Large publishers can print books cheaply and in bulk, and take a hit on a couple of titles. Small publishers cannot. And most bookshops still operate their snobby policy that if it's NOT published by one of the big names it is, ergo, of inferior quality. As one who has given up on so many novels by 'famous/hyped authors' because I can't get beyond page 9, I find that, frankly, deeply insulting.
My local Waterstones had a local writer shelf. I was on it. Then it didn't have one. Now it has reinstated it, but they don't take my Victorian Detective books as I am self-published on Amazon and Bertrams & Gardiners (the 2 big suppliers) won't look twice at me.

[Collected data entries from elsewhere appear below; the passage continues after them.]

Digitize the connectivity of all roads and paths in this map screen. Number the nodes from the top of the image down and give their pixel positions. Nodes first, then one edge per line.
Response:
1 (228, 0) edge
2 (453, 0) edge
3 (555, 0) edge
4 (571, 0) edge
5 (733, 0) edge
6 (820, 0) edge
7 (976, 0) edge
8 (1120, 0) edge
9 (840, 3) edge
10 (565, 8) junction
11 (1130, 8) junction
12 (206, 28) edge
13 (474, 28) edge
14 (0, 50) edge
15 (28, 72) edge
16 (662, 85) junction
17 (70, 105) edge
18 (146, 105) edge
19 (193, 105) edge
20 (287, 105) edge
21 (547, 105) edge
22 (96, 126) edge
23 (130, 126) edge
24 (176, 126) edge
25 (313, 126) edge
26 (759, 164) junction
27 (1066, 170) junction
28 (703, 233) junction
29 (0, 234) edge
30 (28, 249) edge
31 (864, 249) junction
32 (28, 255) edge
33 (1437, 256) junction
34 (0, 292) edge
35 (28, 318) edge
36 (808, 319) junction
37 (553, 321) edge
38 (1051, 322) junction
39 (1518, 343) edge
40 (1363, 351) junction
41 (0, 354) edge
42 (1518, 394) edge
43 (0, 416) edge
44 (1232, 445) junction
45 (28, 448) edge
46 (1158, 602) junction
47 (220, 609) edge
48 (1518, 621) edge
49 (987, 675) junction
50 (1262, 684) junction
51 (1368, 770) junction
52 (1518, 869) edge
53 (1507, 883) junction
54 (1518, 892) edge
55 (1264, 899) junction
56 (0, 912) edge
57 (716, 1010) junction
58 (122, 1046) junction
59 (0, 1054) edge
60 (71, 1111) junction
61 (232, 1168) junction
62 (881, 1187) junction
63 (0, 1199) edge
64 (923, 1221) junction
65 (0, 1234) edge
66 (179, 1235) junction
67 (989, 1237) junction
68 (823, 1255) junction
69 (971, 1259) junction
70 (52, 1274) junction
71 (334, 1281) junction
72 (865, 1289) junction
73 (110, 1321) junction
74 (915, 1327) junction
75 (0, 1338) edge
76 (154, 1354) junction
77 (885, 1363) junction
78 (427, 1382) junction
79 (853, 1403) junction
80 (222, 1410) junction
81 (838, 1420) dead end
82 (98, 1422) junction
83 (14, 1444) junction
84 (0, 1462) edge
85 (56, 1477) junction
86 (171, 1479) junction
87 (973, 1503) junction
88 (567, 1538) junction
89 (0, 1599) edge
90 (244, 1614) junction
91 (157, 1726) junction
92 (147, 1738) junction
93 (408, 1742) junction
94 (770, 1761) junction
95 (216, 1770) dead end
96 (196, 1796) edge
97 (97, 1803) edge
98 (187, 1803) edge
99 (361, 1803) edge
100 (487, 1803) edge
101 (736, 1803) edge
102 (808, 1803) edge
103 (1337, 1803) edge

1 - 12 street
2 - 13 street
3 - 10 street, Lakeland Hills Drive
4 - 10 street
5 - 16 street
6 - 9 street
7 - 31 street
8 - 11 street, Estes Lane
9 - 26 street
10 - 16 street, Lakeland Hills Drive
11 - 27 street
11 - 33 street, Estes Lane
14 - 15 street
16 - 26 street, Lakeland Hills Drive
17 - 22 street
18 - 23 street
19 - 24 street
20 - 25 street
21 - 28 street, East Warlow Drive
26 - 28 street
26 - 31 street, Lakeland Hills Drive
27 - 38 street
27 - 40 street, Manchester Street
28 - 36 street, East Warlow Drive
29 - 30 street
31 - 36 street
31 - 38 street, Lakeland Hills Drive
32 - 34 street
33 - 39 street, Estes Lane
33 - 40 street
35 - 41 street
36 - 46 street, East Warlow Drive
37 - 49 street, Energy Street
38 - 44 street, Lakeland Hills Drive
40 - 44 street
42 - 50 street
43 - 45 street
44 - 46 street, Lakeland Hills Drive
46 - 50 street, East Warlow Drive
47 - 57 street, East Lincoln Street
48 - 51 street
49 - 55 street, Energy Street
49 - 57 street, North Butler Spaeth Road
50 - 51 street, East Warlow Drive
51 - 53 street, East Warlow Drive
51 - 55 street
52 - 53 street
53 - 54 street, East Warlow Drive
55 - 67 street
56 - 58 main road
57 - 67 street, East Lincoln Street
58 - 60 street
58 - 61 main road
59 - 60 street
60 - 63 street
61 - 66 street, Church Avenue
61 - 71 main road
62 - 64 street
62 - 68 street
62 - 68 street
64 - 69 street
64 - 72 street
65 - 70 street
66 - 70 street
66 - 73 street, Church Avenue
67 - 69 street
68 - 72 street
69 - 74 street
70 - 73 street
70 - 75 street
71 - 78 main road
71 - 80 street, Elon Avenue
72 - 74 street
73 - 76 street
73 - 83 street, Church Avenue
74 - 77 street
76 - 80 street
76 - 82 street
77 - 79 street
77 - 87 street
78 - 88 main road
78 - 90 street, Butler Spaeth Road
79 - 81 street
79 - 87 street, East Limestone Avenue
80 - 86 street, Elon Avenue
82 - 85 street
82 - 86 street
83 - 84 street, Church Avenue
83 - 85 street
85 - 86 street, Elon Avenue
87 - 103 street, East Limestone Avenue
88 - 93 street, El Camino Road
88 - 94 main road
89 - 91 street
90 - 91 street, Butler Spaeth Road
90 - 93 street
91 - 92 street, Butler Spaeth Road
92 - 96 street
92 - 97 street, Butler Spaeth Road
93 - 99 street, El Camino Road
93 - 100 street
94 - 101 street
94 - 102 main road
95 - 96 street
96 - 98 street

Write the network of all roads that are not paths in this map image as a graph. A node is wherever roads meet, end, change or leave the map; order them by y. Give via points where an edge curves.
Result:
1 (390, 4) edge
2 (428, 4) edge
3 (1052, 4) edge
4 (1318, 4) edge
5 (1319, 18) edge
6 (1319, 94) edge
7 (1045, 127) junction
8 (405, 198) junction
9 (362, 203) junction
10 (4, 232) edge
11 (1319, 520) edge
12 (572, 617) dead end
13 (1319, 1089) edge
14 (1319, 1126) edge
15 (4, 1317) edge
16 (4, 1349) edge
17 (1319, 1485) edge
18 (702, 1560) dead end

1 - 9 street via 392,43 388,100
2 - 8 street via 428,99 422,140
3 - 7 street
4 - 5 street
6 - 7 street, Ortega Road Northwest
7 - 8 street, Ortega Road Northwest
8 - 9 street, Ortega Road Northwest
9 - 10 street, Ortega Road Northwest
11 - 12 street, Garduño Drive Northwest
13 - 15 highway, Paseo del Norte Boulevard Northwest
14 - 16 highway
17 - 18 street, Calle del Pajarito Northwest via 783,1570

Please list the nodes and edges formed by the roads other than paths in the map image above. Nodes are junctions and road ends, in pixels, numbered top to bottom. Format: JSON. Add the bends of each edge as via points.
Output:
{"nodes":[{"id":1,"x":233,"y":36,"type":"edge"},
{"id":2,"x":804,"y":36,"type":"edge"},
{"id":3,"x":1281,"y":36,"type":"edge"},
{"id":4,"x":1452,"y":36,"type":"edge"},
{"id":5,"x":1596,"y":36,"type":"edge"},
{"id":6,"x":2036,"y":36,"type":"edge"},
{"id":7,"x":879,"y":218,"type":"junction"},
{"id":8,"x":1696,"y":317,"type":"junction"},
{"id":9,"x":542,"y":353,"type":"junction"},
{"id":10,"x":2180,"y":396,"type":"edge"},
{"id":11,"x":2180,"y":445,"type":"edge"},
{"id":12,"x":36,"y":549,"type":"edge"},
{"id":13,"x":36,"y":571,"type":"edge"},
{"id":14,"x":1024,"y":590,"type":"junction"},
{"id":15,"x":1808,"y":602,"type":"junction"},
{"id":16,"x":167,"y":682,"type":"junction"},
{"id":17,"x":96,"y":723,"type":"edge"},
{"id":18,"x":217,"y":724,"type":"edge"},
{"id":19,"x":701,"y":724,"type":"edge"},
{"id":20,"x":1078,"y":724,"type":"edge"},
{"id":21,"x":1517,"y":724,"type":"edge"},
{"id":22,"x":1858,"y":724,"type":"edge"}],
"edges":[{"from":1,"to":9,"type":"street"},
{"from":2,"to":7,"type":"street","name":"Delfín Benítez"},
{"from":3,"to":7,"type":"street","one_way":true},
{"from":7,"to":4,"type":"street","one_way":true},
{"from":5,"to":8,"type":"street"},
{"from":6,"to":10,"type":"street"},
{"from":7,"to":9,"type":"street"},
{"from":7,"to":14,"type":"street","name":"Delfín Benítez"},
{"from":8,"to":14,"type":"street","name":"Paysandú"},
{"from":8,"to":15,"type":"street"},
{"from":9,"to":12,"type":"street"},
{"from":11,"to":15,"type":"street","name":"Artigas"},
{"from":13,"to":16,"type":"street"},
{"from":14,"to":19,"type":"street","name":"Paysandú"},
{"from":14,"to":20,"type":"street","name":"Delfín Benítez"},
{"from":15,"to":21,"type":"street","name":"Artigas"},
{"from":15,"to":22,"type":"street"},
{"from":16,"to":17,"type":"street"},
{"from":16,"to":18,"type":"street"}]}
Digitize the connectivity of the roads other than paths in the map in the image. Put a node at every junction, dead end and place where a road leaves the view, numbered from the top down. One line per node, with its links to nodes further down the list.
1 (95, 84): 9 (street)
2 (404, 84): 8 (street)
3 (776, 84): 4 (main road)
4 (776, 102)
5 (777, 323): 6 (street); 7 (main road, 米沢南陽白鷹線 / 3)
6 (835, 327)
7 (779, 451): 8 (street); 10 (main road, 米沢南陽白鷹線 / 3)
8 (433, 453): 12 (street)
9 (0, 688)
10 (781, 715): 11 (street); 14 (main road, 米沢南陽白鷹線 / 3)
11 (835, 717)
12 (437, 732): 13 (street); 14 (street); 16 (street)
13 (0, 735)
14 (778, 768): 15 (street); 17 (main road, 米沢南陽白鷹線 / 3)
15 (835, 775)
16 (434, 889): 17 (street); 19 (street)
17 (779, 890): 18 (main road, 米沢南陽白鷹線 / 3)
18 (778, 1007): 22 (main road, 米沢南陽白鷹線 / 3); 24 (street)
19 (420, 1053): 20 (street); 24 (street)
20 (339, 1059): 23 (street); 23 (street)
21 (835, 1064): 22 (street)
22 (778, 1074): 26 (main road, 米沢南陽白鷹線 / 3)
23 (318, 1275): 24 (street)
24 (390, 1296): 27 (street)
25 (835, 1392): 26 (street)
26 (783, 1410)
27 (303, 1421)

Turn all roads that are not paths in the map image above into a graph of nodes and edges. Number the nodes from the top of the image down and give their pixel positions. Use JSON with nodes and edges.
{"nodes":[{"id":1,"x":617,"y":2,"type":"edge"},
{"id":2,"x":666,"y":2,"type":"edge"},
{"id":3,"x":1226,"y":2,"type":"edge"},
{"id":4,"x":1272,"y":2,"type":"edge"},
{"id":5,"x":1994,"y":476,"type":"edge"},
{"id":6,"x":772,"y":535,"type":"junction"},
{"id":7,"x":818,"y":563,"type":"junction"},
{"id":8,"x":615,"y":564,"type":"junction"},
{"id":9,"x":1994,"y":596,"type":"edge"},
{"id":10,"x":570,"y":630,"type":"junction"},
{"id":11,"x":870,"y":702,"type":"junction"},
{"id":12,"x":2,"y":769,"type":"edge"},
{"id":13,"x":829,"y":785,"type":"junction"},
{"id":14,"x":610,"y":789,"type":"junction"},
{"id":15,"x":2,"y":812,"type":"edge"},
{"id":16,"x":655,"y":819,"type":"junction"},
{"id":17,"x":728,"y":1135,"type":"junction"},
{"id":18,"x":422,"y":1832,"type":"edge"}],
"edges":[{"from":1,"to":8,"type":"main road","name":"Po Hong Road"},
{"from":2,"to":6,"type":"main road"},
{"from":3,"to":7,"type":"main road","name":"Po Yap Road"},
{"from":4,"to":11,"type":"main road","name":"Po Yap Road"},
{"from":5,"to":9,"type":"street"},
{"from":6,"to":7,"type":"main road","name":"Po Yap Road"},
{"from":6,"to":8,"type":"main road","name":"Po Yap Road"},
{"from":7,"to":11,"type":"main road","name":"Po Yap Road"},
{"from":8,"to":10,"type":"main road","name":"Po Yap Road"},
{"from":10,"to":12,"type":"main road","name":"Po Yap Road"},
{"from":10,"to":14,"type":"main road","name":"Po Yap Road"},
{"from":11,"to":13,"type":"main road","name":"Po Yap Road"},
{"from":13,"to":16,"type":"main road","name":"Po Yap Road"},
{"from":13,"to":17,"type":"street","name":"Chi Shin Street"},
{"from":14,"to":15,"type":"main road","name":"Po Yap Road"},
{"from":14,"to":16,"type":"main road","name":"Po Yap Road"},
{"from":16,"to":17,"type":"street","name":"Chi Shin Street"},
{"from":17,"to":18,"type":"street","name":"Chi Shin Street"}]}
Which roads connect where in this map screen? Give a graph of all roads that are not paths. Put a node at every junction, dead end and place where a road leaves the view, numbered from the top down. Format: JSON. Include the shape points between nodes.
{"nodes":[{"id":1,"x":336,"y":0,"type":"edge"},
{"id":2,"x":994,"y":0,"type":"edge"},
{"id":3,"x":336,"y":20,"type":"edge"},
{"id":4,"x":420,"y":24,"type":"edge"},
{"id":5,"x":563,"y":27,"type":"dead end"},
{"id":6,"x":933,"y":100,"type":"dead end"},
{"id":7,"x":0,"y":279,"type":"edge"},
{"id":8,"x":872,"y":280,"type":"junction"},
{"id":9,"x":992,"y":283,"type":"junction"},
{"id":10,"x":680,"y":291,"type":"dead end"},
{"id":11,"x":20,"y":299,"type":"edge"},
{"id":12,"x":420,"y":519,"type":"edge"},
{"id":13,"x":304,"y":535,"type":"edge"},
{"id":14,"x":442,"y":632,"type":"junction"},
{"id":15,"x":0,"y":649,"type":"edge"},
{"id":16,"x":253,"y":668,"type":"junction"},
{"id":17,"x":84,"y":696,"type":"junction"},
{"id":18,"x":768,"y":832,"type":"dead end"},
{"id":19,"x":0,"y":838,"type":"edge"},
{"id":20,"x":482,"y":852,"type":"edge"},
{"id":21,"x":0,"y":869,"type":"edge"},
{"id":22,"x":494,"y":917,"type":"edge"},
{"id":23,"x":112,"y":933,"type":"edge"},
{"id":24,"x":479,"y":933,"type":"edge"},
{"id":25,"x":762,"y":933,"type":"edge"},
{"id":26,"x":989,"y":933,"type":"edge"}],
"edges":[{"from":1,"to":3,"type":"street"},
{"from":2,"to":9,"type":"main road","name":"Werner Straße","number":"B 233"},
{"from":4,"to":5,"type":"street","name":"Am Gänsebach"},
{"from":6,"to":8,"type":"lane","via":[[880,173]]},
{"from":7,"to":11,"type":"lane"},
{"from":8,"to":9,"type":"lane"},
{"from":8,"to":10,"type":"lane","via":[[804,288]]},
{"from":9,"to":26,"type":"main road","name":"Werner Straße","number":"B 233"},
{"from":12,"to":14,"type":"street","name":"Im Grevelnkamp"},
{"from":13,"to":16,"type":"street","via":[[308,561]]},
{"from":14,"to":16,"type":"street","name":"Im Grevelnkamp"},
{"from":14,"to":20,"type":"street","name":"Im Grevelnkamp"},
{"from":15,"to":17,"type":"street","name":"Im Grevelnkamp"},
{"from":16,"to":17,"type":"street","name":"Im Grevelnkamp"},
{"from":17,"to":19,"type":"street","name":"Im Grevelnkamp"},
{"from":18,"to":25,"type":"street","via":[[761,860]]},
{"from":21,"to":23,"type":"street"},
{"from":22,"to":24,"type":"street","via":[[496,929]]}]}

More evidence of discrimination. Even though the quality of Createspace books rivals many other publishers' stock (and they frequently resort to using POD companies anyway). Same policy with WH Smith. Same with most independent bookshops. Same with their suppliers ~ same suppliers.
I am lucky in that a local gift shop takes my books (at a slight discount) and sells them like hot cakes as I am not in competition with shelves and shelves of other titles. Now I am, let's face it, at the latter end of my career. And most of my sales now come from Ebooks.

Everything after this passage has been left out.